えぴそど7 To be, or not to be.
たった今書き上げ即投稿!
もちろんチェックはしてませんぜ!
後で修正かます気満々なので宜しくです!
ごめんなさい!
私とユージリン、それに盾職の子の3人で、商人達を馬車まで移動させる。今居るメンバーで馬車を御せるのは、ユージリンだけ。逃げるには一台に絞るしか無かった。

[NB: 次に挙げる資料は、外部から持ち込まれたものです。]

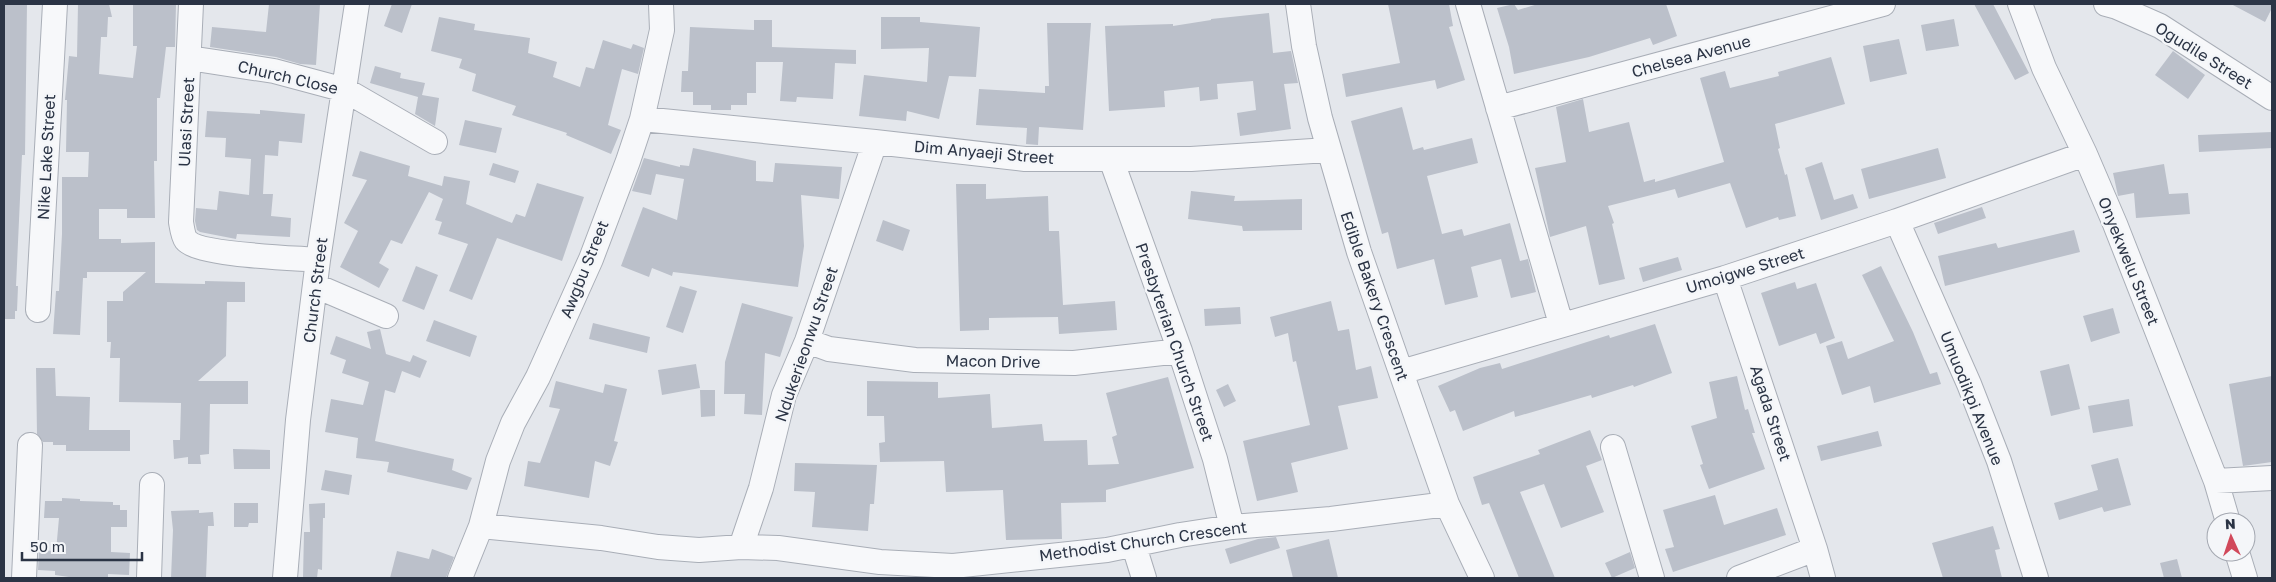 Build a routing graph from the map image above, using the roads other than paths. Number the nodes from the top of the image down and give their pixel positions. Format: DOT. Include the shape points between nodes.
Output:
graph roads {
  1 [pos="55,4"];
  2 [pos="190,4"];
  3 [pos="358,4"];
  4 [pos="661,4"];
  5 [pos="1298,4"];
  6 [pos="1468,4"];
  7 [pos="1883,4"];
  8 [pos="2020,4"];
  9 [pos="2106,4"];
  10 [pos="189,58"];
  11 [pos="345,90"];
  12 [pos="2272,98"];
  13 [pos="1498,108"];
  14 [pos="642,119"];
  15 [pos="435,142"];
  16 [pos="875,142"];
  17 [pos="1328,150"];
  18 [pos="2086,154"];
  19 [pos="1111,159"];
  20 [pos="1897,221"];
  21 [pos="318,260"];
  22 [pos="1725,278"];
  23 [pos="316,286"];
  24 [pos="38,310"];
  25 [pos="386,316"];
  26 [pos="1561,324"];
  27 [pos="807,341"];
  28 [pos="1180,351"];
  29 [pos="1401,372"];
  30 [pos="30,445"];
  31 [pos="1613,447"];
  32 [pos="2272,478"];
  33 [pos="2216,482"];
  34 [pos="152,485"];
  35 [pos="1448,504"];
  36 [pos="2225,512"];
  37 [pos="481,526"];
  38 [pos="1232,527"];
  39 [pos="1134,546"];
  40 [pos="741,547"];
  41 [pos="1815,549"];
  42 [pos="2240,562"];
  43 [pos="955,572"];
  44 [pos="24,578"];
  45 [pos="149,578"];
  46 [pos="285,578"];
  47 [pos="460,578"];
  48 [pos="1144,578"];
  49 [pos="1482,578"];
  50 [pos="1652,578"];
  51 [pos="1738,578"];
  52 [pos="1823,578"];
  53 [pos="2036,578"];
  54 [pos="2245,578"];
  1 -- 24 [label="street, Nike Lake Street"];
  2 -- 10 [label="street, Ulasi Street"];
  3 -- 11 [label="street, Church Street"];
  4 -- 14 [label="street, Awgbu Street" via="662,30"];
  5 -- 17 [label="street, Edible Bakery Crescent" via="1304,46"];
  6 -- 13 [label="street"];
  7 -- 13 [label="street, Chelsea Avenue"];
  8 -- 18 [label="street, Onyekwelu Street" via="2044,68"];
  9 -- 12 [label="street, Ogudile Street" via="2160,26"];
  10 -- 11 [label="street, Church Close" via="274,71"];
  10 -- 21 [label="street, Ulasi Street" via="181,222 185,240 195,247 222,252"];
  11 -- 15 [label="street, Church Close"];
  11 -- 21 [label="street, Church Street"];
  13 -- 26 [label="street"];
  14 -- 16 [label="street, Dim Anyaeji Street"];
  14 -- 37 [label="street, Awgbu Street" via="591,259 538,377 513,423 498,461"];
  16 -- 19 [label="street, Dim Anyaeji Street" via="1025,159"];
  16 -- 27 [label="street, Ndukerieonwu Street"];
  17 -- 19 [label="street, Dim Anyaeji Street" via="1191,159"];
  17 -- 29 [label="street, Edible Bakery Crescent"];
  18 -- 20 [label="street, Umoigwe Street"];
  18 -- 33 [label="street, Onyekwelu Street"];
  19 -- 28 [label="street, Presbyterian Church Street"];
  20 -- 22 [label="street, Umoigwe Street"];
  20 -- 53 [label="street, Umuodikpi Avenue" via="1969,384 1999,461"];
  21 -- 23 [label="street, Church Street"];
  22 -- 26 [label="street, Umoigwe Street"];
  22 -- 41 [label="street, Agada Street"];
  23 -- 25 [label="street"];
  23 -- 46 [label="street, Church Street" via="298,420"];
  26 -- 29 [label="street, Umoigwe Street"];
  27 -- 28 [label="street, Macon Drive" via="829,349 915,360 1074,363"];
  27 -- 40 [label="street, Ndukerieonwu Street" via="784,395 761,488"];
  28 -- 38 [label="street, Presbyterian Church Street" via="1215,459"];
  29 -- 35 [label="street, Edible Bakery Crescent"];
  30 -- 44 [label="street"];
  31 -- 50 [label="street"];
  32 -- 33 [label="street"];
  33 -- 36 [label="street, Onyekwelu Street"];
  34 -- 45 [label="street"];
  35 -- 38 [label="street, Methodist Church Crescent"];
  35 -- 49 [label="street, Edible Bakery Crescent"];
  37 -- 40 [label="street, Methodist Church Crescent" via="658,547 699,550"];
  37 -- 47 [label="street, Awgbu Street"];
  38 -- 39 [label="street, Methodist Church Crescent"];
  39 -- 43 [label="street, Methodist Church Crescent"];
  39 -- 48 [label="street"];
  40 -- 43 [label="street, Methodist Church Crescent" via="778,548"];
  41 -- 51 [label="street"];
  41 -- 52 [label="street, Agada Street"];
  42 -- 54 [label="street"];
}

商人は頻りに、他の馬車に積んだ荷も必要だから積み替えろと言っている。
ユージリンは馬車に馬を繋げないといけないし、私と盾職の子は可能な限り、荷を他の馬車から下ろす事にした。商人達は元々外に出していた荷物から、必要な物を選別している。
こんな事をしてる場合じゃないのに
だけどエブリンの役員がいるのだ。
万が一私が生き残り、彼が死んでしまったら、エブリン絡みの仕事を回して貰えなくなるかもしれない。
それに、魔物の素材の買取をしているのは商業ギルド加入の商会だけ。その最大手の会社に目を付けられるのは死活問題だ。黙って聞き入れるしか無かった。
「グラハム!!!!」
悲痛な叫び声が木霊した。
すぐに声の方向を振り向くと、冒険者Aランクのグラハムの頭部が半分無くなっていた。残されたドルガンが2頭のスケアリーベアーに挟まれている。

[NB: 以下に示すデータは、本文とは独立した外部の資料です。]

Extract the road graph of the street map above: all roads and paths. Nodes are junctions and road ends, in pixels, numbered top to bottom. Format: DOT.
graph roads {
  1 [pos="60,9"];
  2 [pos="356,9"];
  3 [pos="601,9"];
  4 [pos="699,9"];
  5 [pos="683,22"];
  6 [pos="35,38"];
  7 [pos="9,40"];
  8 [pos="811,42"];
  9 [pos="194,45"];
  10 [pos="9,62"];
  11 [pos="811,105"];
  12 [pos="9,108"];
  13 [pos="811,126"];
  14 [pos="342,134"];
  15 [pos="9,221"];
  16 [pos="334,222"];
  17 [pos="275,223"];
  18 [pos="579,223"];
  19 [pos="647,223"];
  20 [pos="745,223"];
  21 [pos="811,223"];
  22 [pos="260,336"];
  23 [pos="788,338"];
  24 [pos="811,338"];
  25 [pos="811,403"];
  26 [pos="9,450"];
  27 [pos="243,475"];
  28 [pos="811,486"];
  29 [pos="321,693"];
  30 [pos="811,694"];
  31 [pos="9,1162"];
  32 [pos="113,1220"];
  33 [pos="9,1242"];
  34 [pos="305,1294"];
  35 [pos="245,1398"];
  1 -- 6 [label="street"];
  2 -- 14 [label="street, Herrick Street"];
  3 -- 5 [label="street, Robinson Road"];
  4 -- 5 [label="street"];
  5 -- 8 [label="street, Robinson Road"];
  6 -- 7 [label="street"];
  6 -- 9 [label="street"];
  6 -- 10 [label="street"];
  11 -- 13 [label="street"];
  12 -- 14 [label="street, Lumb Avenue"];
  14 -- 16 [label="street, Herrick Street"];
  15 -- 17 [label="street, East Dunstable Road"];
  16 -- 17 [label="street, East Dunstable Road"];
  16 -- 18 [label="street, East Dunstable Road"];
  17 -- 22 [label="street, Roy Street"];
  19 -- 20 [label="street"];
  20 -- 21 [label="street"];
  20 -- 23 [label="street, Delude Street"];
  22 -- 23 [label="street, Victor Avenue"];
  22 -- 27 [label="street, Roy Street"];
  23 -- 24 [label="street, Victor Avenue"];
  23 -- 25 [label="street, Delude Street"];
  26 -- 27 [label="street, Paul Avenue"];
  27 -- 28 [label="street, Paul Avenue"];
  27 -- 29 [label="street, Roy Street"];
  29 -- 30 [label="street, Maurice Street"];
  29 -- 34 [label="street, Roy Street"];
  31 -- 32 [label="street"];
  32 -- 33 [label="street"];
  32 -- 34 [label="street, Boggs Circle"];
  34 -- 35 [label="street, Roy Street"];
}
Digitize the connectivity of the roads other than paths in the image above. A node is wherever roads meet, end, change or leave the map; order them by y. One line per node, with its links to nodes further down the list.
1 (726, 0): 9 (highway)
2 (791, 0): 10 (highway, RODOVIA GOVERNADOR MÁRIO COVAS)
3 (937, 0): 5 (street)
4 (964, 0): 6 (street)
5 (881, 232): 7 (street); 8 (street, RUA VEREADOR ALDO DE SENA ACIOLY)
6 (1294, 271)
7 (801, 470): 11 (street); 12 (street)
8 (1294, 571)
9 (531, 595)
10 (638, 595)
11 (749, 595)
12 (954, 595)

リナイ達がやられたの!?と思いそちらを見るとまだ4人とも戦っている。そう、3頭目が現れたのだ。
「ダメ!今すぐ馬車に乗って!」
私は商人達にすぐに馬車に乗る様に指示をする。
あのグラハムが殺され、3頭目まで現れた今、少しでも早くこの場を離れないといけない。奴等の脚で荷物と人を積んだ馬車に追いつく事は容易いのだ。

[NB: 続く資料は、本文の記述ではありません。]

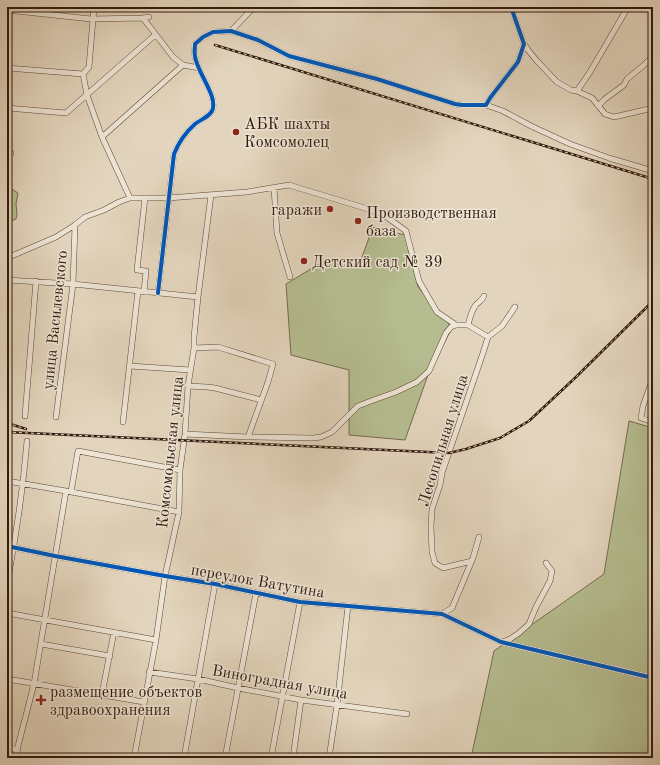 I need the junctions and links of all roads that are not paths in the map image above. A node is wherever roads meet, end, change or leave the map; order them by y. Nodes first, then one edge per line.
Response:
1 (46, 7) edge
2 (94, 7) edge
3 (254, 7) edge
4 (511, 7) edge
5 (628, 7) edge
6 (7, 10) edge
7 (44, 13) junction
8 (149, 17) dead end
9 (143, 18) junction
10 (93, 19) junction
11 (231, 31) junction
12 (155, 35) junction
13 (524, 44) junction
14 (653, 56) edge
15 (183, 65) junction
16 (7, 68) edge
17 (199, 68) junction
18 (83, 74) junction
19 (578, 91) junction
20 (87, 95) junction
21 (486, 105) junction
22 (598, 106) junction
23 (7, 108) edge
24 (653, 108) edge
25 (102, 137) junction
26 (653, 171) edge
27 (274, 188) junction
28 (211, 195) junction
29 (130, 198) junction
30 (145, 198) junction
31 (168, 198) junction
32 (75, 225) junction
33 (7, 258) edge
34 (290, 278) dead end
35 (7, 280) edge
36 (36, 282) junction
37 (73, 284) junction
38 (138, 291) junction
39 (144, 292) junction
40 (158, 292) junction
41 (484, 296) dead end
42 (198, 297) junction
43 (515, 307) dead end
44 (456, 325) junction
45 (468, 325) junction
46 (488, 337) junction
47 (194, 348) junction
48 (130, 366) junction
49 (190, 370) junction
50 (653, 378) edge
51 (188, 386) junction
52 (261, 400) junction
53 (25, 416) dead end
54 (56, 417) dead end
55 (124, 422) dead end
56 (653, 422) edge
57 (185, 434) junction
58 (248, 437) junction
59 (27, 441) dead end
60 (180, 470) junction
61 (7, 481) edge
62 (23, 484) junction
63 (68, 491) junction
64 (179, 512) junction
65 (479, 537) dead end
66 (7, 546) edge
67 (14, 547) junction
68 (54, 556) junction
69 (472, 561) junction
70 (546, 563) dead end
71 (165, 576) junction
72 (7, 584) edge
73 (215, 584) junction
74 (256, 593) junction
75 (300, 602) junction
76 (348, 606) junction
77 (7, 613) edge
78 (442, 614) junction
79 (45, 620) junction
80 (114, 632) junction
81 (156, 640) junction
82 (501, 642) junction
83 (41, 644) junction
84 (110, 656) junction
85 (149, 672) junction
86 (653, 678) edge
87 (7, 679) edge
88 (198, 679) junction
89 (34, 684) junction
90 (238, 688) junction
91 (102, 694) junction
92 (282, 696) junction
93 (301, 700) junction
94 (144, 702) junction
95 (337, 705) junction
96 (406, 714) dead end
97 (7, 747) edge
98 (17, 750) junction
99 (16, 758) edge
100 (134, 758) edge
101 (184, 758) edge
102 (225, 758) edge
103 (271, 758) edge
104 (293, 758) edge
105 (329, 758) edge

1 - 7 street
2 - 10 street
3 - 11 street
4 - 13 street
5 - 19 street
6 - 7 street
7 - 10 street
8 - 9 street
9 - 10 street
9 - 12 street
10 - 18 street
11 - 17 street
11 - 21 street
12 - 15 street
12 - 20 street
13 - 19 street
13 - 21 street
14 - 22 street
15 - 17 street
15 - 25 street
16 - 18 street
17 - 31 street
18 - 20 street
19 - 22 street
20 - 23 street
20 - 25 street
21 - 26 street
22 - 24 street
25 - 29 street
27 - 28 street
27 - 34 street
27 - 44 street
28 - 31 street
28 - 42 street, Комсомольская улица
29 - 30 street
29 - 32 street
30 - 31 street
30 - 39 street
31 - 40 street
32 - 33 street
32 - 37 street, улица Василевского
35 - 36 street
36 - 37 street
36 - 53 street
37 - 38 street
37 - 54 street, улица Василевского
38 - 39 street
38 - 48 street
39 - 40 street
40 - 42 street
41 - 45 street
42 - 47 street, Комсомольская улица
43 - 46 street
44 - 45 street
44 - 58 street
45 - 46 street
46 - 69 street, Лесопильная улица
47 - 49 street, Комсомольская улица
47 - 52 street
48 - 49 street
48 - 55 street
49 - 51 street, Комсомольская улица
50 - 56 street
51 - 52 street
51 - 57 street, Комсомольская улица
52 - 58 street
57 - 58 street
57 - 60 street, Комсомольская улица
59 - 62 street
60 - 63 street
60 - 64 street, Комсомольская улица
61 - 62 street
62 - 63 street
62 - 67 street
63 - 64 street
63 - 68 street
64 - 71 street, Комсомольская улица
65 - 69 street
66 - 67 street, переулок Ватутина
67 - 68 street, переулок Ватутина
67 - 72 street
68 - 71 street, переулок Ватутина
68 - 79 street
69 - 78 street
70 - 82 street
71 - 73 street, переулок Ватутина
71 - 81 street, Комсомольская улица
73 - 74 street, переулок Ватутина
73 - 88 street
74 - 75 street, переулок Ватутина
74 - 90 street
75 - 76 street, переулок Ватутина
75 - 92 street
76 - 78 street, переулок Ватутина
76 - 95 street
77 - 79 street
78 - 82 street, переулок Ватутина
79 - 80 street
79 - 83 street
80 - 81 street
80 - 84 street
81 - 85 street, Комсомольская улица
82 - 86 street, переулок Ватутина
83 - 84 street
83 - 89 street
84 - 91 street
85 - 88 street, Виноградная улица
85 - 94 street, Комсомольская улица
87 - 89 street
88 - 90 street, Виноградная улица
88 - 101 street
89 - 91 street
89 - 98 street
90 - 92 street, Виноградная улица
90 - 102 street
91 - 94 street
92 - 93 street, Виноградная улица
92 - 103 street
93 - 95 street, Виноградная улица
93 - 104 street
94 - 100 street, Комсомольская улица
95 - 96 street, Виноградная улица
95 - 105 street
97 - 98 street
98 - 99 street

その時、ドルガンが2頭に挟まれた事で魔法を乱射してしまった。火球を辺り構わず放っており、色々な物へ引火している。2頭と対峙し、グラハムも殺され、混乱しているのかもしれない。
馬車にも次々と火が着いていく。
ユージリンが馬を繋げようとしている馬車が、一番街道沿いだったのが幸いし、今のところこの馬車は動かせる事が出来そうだ。
だけど問題も発生した。
これは雨で道が水没し易いドボーク平原用の馬車だ。車輪が通常よりも大きく、荷台や御者の乗り口も高く設計されていて、乗るには梯子が必要になる。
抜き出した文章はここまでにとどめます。